[INFORMATION]:

##########

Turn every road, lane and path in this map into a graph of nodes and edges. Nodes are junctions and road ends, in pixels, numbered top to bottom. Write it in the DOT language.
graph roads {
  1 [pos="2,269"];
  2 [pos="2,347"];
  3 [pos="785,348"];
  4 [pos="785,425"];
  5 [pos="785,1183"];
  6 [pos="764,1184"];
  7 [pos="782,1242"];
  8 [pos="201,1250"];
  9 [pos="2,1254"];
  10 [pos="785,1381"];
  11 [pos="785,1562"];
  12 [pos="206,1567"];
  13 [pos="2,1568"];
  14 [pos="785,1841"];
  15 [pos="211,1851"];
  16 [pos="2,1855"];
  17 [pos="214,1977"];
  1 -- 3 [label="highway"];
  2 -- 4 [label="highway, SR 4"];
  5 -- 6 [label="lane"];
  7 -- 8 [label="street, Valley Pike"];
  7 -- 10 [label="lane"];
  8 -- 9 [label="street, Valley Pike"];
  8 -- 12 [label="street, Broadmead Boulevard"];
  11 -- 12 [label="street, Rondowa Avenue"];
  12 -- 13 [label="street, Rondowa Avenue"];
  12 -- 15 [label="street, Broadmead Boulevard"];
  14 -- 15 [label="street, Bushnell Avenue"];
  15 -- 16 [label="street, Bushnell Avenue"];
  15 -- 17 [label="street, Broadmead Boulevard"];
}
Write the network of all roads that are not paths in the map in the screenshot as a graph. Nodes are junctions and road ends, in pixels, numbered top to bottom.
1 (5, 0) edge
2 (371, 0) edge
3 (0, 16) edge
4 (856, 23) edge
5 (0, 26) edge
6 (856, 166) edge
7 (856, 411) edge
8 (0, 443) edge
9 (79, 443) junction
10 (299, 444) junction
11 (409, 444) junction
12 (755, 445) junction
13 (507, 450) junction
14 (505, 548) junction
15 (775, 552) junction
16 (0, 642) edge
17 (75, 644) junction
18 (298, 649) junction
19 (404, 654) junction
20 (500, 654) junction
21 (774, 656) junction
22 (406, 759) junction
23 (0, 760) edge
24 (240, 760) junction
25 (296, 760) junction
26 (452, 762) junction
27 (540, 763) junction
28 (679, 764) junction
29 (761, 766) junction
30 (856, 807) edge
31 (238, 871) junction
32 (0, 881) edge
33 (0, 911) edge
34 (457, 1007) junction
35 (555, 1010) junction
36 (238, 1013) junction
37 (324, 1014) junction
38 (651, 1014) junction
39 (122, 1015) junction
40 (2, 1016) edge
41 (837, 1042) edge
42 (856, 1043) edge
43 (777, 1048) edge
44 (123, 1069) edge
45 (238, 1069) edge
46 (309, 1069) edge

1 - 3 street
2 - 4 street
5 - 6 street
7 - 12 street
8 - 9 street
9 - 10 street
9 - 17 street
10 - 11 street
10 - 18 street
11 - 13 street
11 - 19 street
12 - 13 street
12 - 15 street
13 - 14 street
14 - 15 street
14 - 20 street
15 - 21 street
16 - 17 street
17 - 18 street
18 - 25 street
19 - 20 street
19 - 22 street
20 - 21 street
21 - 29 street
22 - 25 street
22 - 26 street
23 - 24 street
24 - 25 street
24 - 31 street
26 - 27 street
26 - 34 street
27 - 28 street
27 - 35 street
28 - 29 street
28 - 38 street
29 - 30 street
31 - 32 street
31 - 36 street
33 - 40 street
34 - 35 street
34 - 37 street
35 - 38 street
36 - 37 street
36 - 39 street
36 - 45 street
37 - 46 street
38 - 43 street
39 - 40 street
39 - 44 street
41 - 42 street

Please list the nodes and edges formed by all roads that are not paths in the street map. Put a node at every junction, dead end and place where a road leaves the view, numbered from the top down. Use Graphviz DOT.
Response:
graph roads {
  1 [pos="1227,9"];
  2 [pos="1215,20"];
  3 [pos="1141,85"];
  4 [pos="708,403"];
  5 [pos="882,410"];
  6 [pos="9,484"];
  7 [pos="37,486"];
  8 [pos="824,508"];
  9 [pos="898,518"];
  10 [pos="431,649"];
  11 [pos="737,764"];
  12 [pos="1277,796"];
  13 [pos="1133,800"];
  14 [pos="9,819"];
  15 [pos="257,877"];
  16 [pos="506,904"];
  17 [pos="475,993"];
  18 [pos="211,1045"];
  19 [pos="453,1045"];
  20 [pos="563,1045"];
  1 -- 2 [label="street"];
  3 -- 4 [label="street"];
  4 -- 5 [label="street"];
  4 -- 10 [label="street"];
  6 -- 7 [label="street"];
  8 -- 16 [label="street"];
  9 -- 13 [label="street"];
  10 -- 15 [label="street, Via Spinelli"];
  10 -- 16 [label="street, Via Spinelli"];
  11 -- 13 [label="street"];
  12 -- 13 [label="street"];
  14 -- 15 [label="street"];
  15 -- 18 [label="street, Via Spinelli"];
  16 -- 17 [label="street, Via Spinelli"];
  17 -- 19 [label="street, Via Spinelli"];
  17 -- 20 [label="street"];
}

##########

[EXERCISE INSTRUCTIONS]: Copy out all the entries shown above, character for character.

[WRITTEN RESPONSE]:
Turn every road, lane and path in this map into a graph of nodes and edges. Nodes are junctions and road ends, in pixels, numbered top to bottom. Write it in the DOT language.
graph roads {
  1 [pos="2,269"];
  2 [pos="2,347"];
  3 [pos="785,348"];
  4 [pos="785,425"];
  5 [pos="785,1183"];
  6 [pos="764,1184"];
  7 [pos="782,1242"];
  8 [pos="201,1250"];
  9 [pos="2,1254"];
  10 [pos="785,1381"];
  11 [pos="785,1562"];
  12 [pos="206,1567"];
  13 [pos="2,1568"];
  14 [pos="785,1841"];
  15 [pos="211,1851"];
  16 [pos="2,1855"];
  17 [pos="214,1977"];
  1 -- 3 [label="highway"];
  2 -- 4 [label="highway, SR 4"];
  5 -- 6 [label="lane"];
  7 -- 8 [label="street, Valley Pike"];
  7 -- 10 [label="lane"];
  8 -- 9 [label="street, Valley Pike"];
  8 -- 12 [label="street, Broadmead Boulevard"];
  11 -- 12 [label="street, Rondowa Avenue"];
  12 -- 13 [label="street, Rondowa Avenue"];
  12 -- 15 [label="street, Broadmead Boulevard"];
  14 -- 15 [label="street, Bushnell Avenue"];
  15 -- 16 [label="street, Bushnell Avenue"];
  15 -- 17 [label="street, Broadmead Boulevard"];
}
Write the network of all roads that are not paths in the map in the screenshot as a graph. Nodes are junctions and road ends, in pixels, numbered top to bottom.
1 (5, 0) edge
2 (371, 0) edge
3 (0, 16) edge
4 (856, 23) edge
5 (0, 26) edge
6 (856, 166) edge
7 (856, 411) edge
8 (0, 443) edge
9 (79, 443) junction
10 (299, 444) junction
11 (409, 444) junction
12 (755, 445) junction
13 (507, 450) junction
14 (505, 548) junction
15 (775, 552) junction
16 (0, 642) edge
17 (75, 644) junction
18 (298, 649) junction
19 (404, 654) junction
20 (500, 654) junction
21 (774, 656) junction
22 (406, 759) junction
23 (0, 760) edge
24 (240, 760) junction
25 (296, 760) junction
26 (452, 762) junction
27 (540, 763) junction
28 (679, 764) junction
29 (761, 766) junction
30 (856, 807) edge
31 (238, 871) junction
32 (0, 881) edge
33 (0, 911) edge
34 (457, 1007) junction
35 (555, 1010) junction
36 (238, 1013) junction
37 (324, 1014) junction
38 (651, 1014) junction
39 (122, 1015) junction
40 (2, 1016) edge
41 (837, 1042) edge
42 (856, 1043) edge
43 (777, 1048) edge
44 (123, 1069) edge
45 (238, 1069) edge
46 (309, 1069) edge

1 - 3 street
2 - 4 street
5 - 6 street
7 - 12 street
8 - 9 street
9 - 10 street
9 - 17 street
10 - 11 street
10 - 18 street
11 - 13 street
11 - 19 street
12 - 13 street
12 - 15 street
13 - 14 street
14 - 15 street
14 - 20 street
15 - 21 street
16 - 17 street
17 - 18 street
18 - 25 street
19 - 20 street
19 - 22 street
20 - 21 street
21 - 29 street
22 - 25 street
22 - 26 street
23 - 24 street
24 - 25 street
24 - 31 street
26 - 27 street
26 - 34 street
27 - 28 street
27 - 35 street
28 - 29 street
28 - 38 street
29 - 30 street
31 - 32 street
31 - 36 street
33 - 40 street
34 - 35 street
34 - 37 street
35 - 38 street
36 - 37 street
36 - 39 street
36 - 45 street
37 - 46 street
38 - 43 street
39 - 40 street
39 - 44 street
41 - 42 street

Please list the nodes and edges formed by all roads that are not paths in the street map. Put a node at every junction, dead end and place where a road leaves the view, numbered from the top down. Use Graphviz DOT.
Response:
graph roads {
  1 [pos="1227,9"];
  2 [pos="1215,20"];
  3 [pos="1141,85"];
  4 [pos="708,403"];
  5 [pos="882,410"];
  6 [pos="9,484"];
  7 [pos="37,486"];
  8 [pos="824,508"];
  9 [pos="898,518"];
  10 [pos="431,649"];
  11 [pos="737,764"];
  12 [pos="1277,796"];
  13 [pos="1133,800"];
  14 [pos="9,819"];
  15 [pos="257,877"];
  16 [pos="506,904"];
  17 [pos="475,993"];
  18 [pos="211,1045"];
  19 [pos="453,1045"];
  20 [pos="563,1045"];
  1 -- 2 [label="street"];
  3 -- 4 [label="street"];
  4 -- 5 [label="street"];
  4 -- 10 [label="street"];
  6 -- 7 [label="street"];
  8 -- 16 [label="street"];
  9 -- 13 [label="street"];
  10 -- 15 [label="street, Via Spinelli"];
  10 -- 16 [label="street, Via Spinelli"];
  11 -- 13 [label="street"];
  12 -- 13 [label="street"];
  14 -- 15 [label="street"];
  15 -- 18 [label="street, Via Spinelli"];
  16 -- 17 [label="street, Via Spinelli"];
  17 -- 19 [label="street, Via Spinelli"];
  17 -- 20 [label="street"];
}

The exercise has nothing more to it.